I stand at the Door and Knock, Revelation 3:20

See! I stand at the door and knock. If anyone hears my voice and opens the door, I will come in to him and eat with him, and he with me.
-Revelation 3:20

I grew up seeing the picture of Jesus knocking and was taught that this was a beautiful picture applying to non-believers.
The context of this picture really is the church. 
It is the door of the already saved believer that Jesus is knocking on.
Why is the door shut?
Why is Jesus outside the house of believers?
Why is he knocking and not just entering?
Why does Jesus even need the door?
The first word he says is, "Behold", or "Here I am", "Look", or, "See".
He is trying to get our attention.
Maybe we are distracted.
The context helps and the context is that he has just spoken a hard word to us, the people behind the door, who are believers, and his church.

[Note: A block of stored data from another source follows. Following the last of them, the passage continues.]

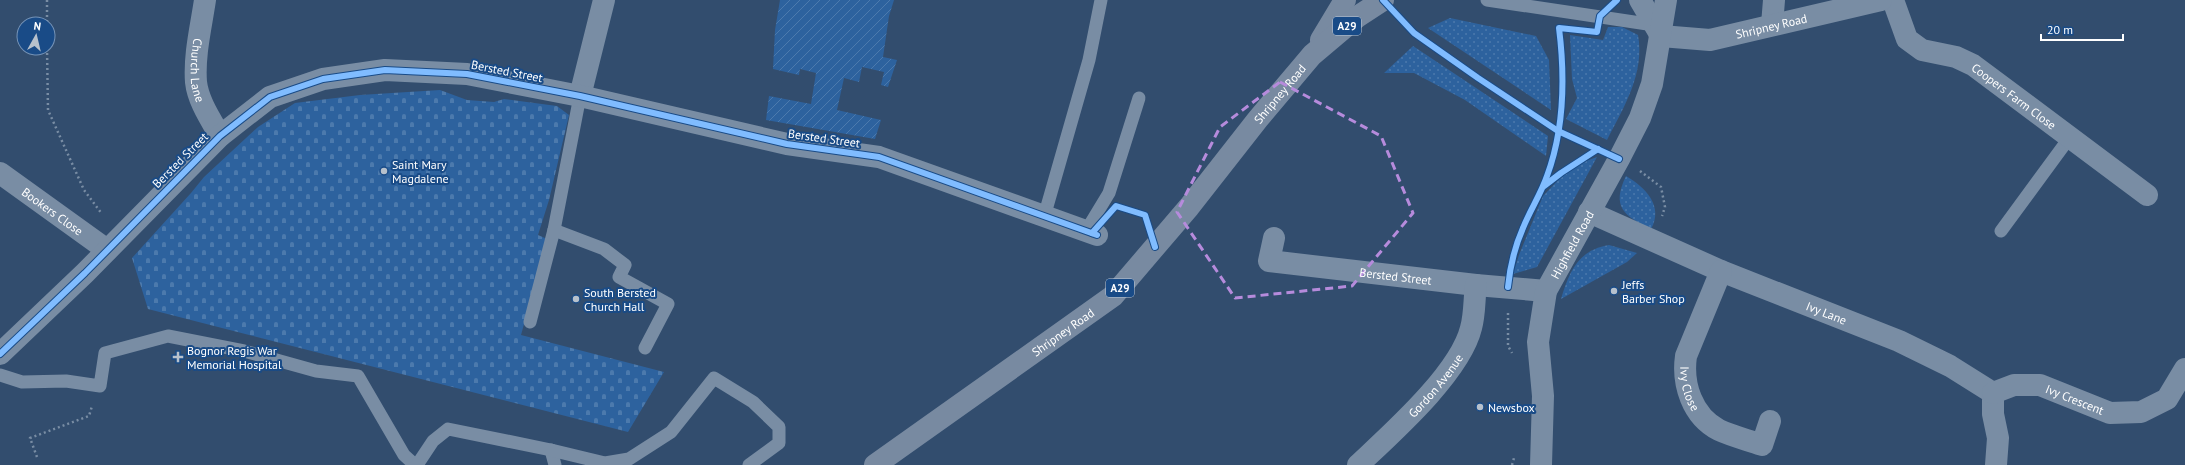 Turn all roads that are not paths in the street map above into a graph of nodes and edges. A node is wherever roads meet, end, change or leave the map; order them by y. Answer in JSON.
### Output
{"nodes":[{"id":1,"x":205,"y":0,"type":"edge"},
{"id":2,"x":604,"y":0,"type":"edge"},
{"id":3,"x":1101,"y":0,"type":"edge"},
{"id":4,"x":1345,"y":0,"type":"edge"},
{"id":5,"x":1383,"y":0,"type":"edge"},
{"id":6,"x":1487,"y":0,"type":"edge"},
{"id":7,"x":1640,"y":0,"type":"edge"},
{"id":8,"x":1666,"y":0,"type":"edge"},
{"id":9,"x":1774,"y":0,"type":"edge"},
{"id":10,"x":1880,"y":0,"type":"edge"},
{"id":11,"x":1893,"y":0,"type":"edge"},
{"id":12,"x":1772,"y":25,"type":"junction"},
{"id":13,"x":1657,"y":30,"type":"junction"},
{"id":14,"x":1312,"y":55,"type":"junction"},
{"id":15,"x":580,"y":96,"type":"junction"},
{"id":16,"x":1139,"y":98,"type":"dead end"},
{"id":17,"x":220,"y":136,"type":"junction"},
{"id":18,"x":2070,"y":137,"type":"junction"},
{"id":19,"x":0,"y":173,"type":"edge"},
{"id":20,"x":2148,"y":194,"type":"dead end"},
{"id":21,"x":1589,"y":212,"type":"junction"},
{"id":22,"x":1044,"y":217,"type":"junction"},
{"id":23,"x":554,"y":230,"type":"junction"},
{"id":24,"x":2001,"y":231,"type":"dead end"},
{"id":25,"x":1092,"y":233,"type":"joint"},
{"id":26,"x":1274,"y":238,"type":"dead end"},
{"id":27,"x":112,"y":244,"type":"junction"},
{"id":28,"x":1721,"y":271,"type":"junction"},
{"id":29,"x":1476,"y":285,"type":"junction"},
{"id":30,"x":1546,"y":290,"type":"junction"},
{"id":31,"x":530,"y":322,"type":"dead end"},
{"id":32,"x":645,"y":348,"type":"dead end"},
{"id":33,"x":0,"y":354,"type":"edge"},
{"id":34,"x":2185,"y":369,"type":"edge"},
{"id":35,"x":0,"y":376,"type":"edge"},
{"id":36,"x":1994,"y":393,"type":"junction"},
{"id":37,"x":1770,"y":421,"type":"dead end"},
{"id":38,"x":551,"y":450,"type":"junction"},
{"id":39,"x":416,"y":465,"type":"edge"},
{"id":40,"x":555,"y":465,"type":"edge"},
{"id":41,"x":749,"y":465,"type":"edge"},
{"id":42,"x":875,"y":465,"type":"edge"},
{"id":43,"x":1358,"y":465,"type":"edge"},
{"id":44,"x":1540,"y":465,"type":"edge"},
{"id":45,"x":1996,"y":465,"type":"edge"}],
"edges":[{"from":1,"to":17,"type":"street","name":"Church Lane"},
{"from":2,"to":15,"type":"street"},
{"from":3,"to":22,"type":"lane"},
{"from":4,"to":14,"type":"main road","name":"Shripney Road","number":"A29"},
{"from":5,"to":14,"type":"main road","name":"Shripney Road","number":"A29"},
{"from":6,"to":13,"type":"lane"},
{"from":7,"to":13,"type":"street"},
{"from":8,"to":13,"type":"street","name":"Highfield Road"},
{"from":9,"to":12,"type":"street"},
{"from":10,"to":12,"type":"street","name":"Shripney Road"},
{"from":11,"to":18,"type":"street","name":"Coopers Farm Close"},
{"from":12,"to":13,"type":"street","name":"Shripney Road"},
{"from":13,"to":21,"type":"street","name":"Highfield Road"},
{"from":14,"to":42,"type":"main road","name":"Shripney Road","number":"A29"},
{"from":15,"to":17,"type":"street","name":"Bersted Street"},
{"from":15,"to":22,"type":"street","name":"Bersted Street"},
{"from":15,"to":23,"type":"lane"},
{"from":16,"to":25,"type":"lane"},
{"from":17,"to":27,"type":"street","name":"Bersted Street"},
{"from":18,"to":20,"type":"street","name":"Coopers Farm Close"},
{"from":18,"to":24,"type":"lane"},
{"from":19,"to":27,"type":"street","name":"Bookers Close"},
{"from":21,"to":28,"type":"street","name":"Ivy Lane"},
{"from":21,"to":30,"type":"street","name":"Highfield Road"},
{"from":22,"to":25,"type":"street","name":"Bersted Street"},
{"from":23,"to":31,"type":"lane"},
{"from":23,"to":32,"type":"lane"},
{"from":26,"to":29,"type":"street","name":"Bersted Street"},
{"from":27,"to":33,"type":"street","name":"Bersted Street"},
{"from":28,"to":36,"type":"street","name":"Ivy Lane"},
{"from":28,"to":37,"type":"street","name":"Ivy Close"},
{"from":29,"to":30,"type":"street","name":"Bersted Street"},
{"from":29,"to":43,"type":"street","name":"Gordon Avenue"},
{"from":30,"to":44,"type":"street","name":"Highfield Road"},
{"from":34,"to":36,"type":"street","name":"Ivy Crescent"},
{"from":35,"to":39,"type":"lane"},
{"from":36,"to":45,"type":"street"},
{"from":38,"to":39,"type":"lane"},
{"from":38,"to":40,"type":"lane"},
{"from":38,"to":41,"type":"lane"}]}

Yes, Jesus has a hard word oftentimes for his people. 
He started his ministry with the message, "Repent!", and sent the Apostles out preaching repentance. 
A gospel devoid of repentance is not the gospel!
"Come as you are, but I love you too much to let you stay that way." 
Right after Jesus gives his corrective word, he asks to come in and eat and be together.
Again, why is the door not open?
And why does the Lord Jesus have to ask to be let in to the house of believers?
Someone shut the door.
Is it a coincidence, or is it shut deliberately?
God is love and God is compassionate.
God is kindness.
But these are not the Gospel.
The Gospel is that we messed up and need fixing.
God does love us, but we can't get to him without help.
We need to change and be changed.
We need to die and we need his death, in order to live.
It is kind of obvious that Jesus is knocking on the door because we have shut him out.
And we can only deduce that it is because he gave us a hard word.
But look, see him, hear him. 
He is at our door and he tells us that he wants to come in and eat with us and us with him.
Hear.
NT Wright (Revelation For Everyone)
Saint Teresa of Avila once complained to the Lord about what she was suffering. 'This', he is said to have replied, 'is how I treat my friends.' Teresa, who by then prayed in the good, direct, and biblical style, retorted,
'Then you shouldn't be surprised that you have so few of them.' Verse 19 has just the suggestion of that kind of wry humour: after the withering denunciations of verses 15-18, Jesus now says, in effect, 'Now you know how I treat my friends!'
It is because the Laodicean Christians are still, despite everything, on Jesus' list of friends - and Jesus is a faithful friend, even if we are not - that he will tell then sharply and truly when they are in the wrong. Because he is not only a friend but their Lord,
he will also punish them, not to devastate them but to bring them to their senses. 'Stir up your spirits and repent!' One might say to many parts of today's church: if the cap fits, wear it.
The letter to Laodicea carries the most striking descriptions of Jesus himself, and the most powerful promise. Strange, perhaps, that the one church that was in real trouble drew from the Lord the most intimate and loving promise.
The echoes of the stories in the gospels suggest that the one knocking on the door is the master of the house, returning at an unexpected hour as in the warning to Sardis (in Rev. 3:3), while the one who would open the door is the servant who has stayed awake.
It is then, Jesus' house in the first place; our job is to simply welcome him home.
...'I will come in to them and eat with them, and they with me.' No early Christian could have heard these words without thinking of the regular meal, the bread-breaking,
at which Jesus would come powerfully and personally and give himself to his people. Such meals anticipate the final messianic banquet (see Rev. 19:9). They are advance 'comings' of the one who will one day come fully and for ever.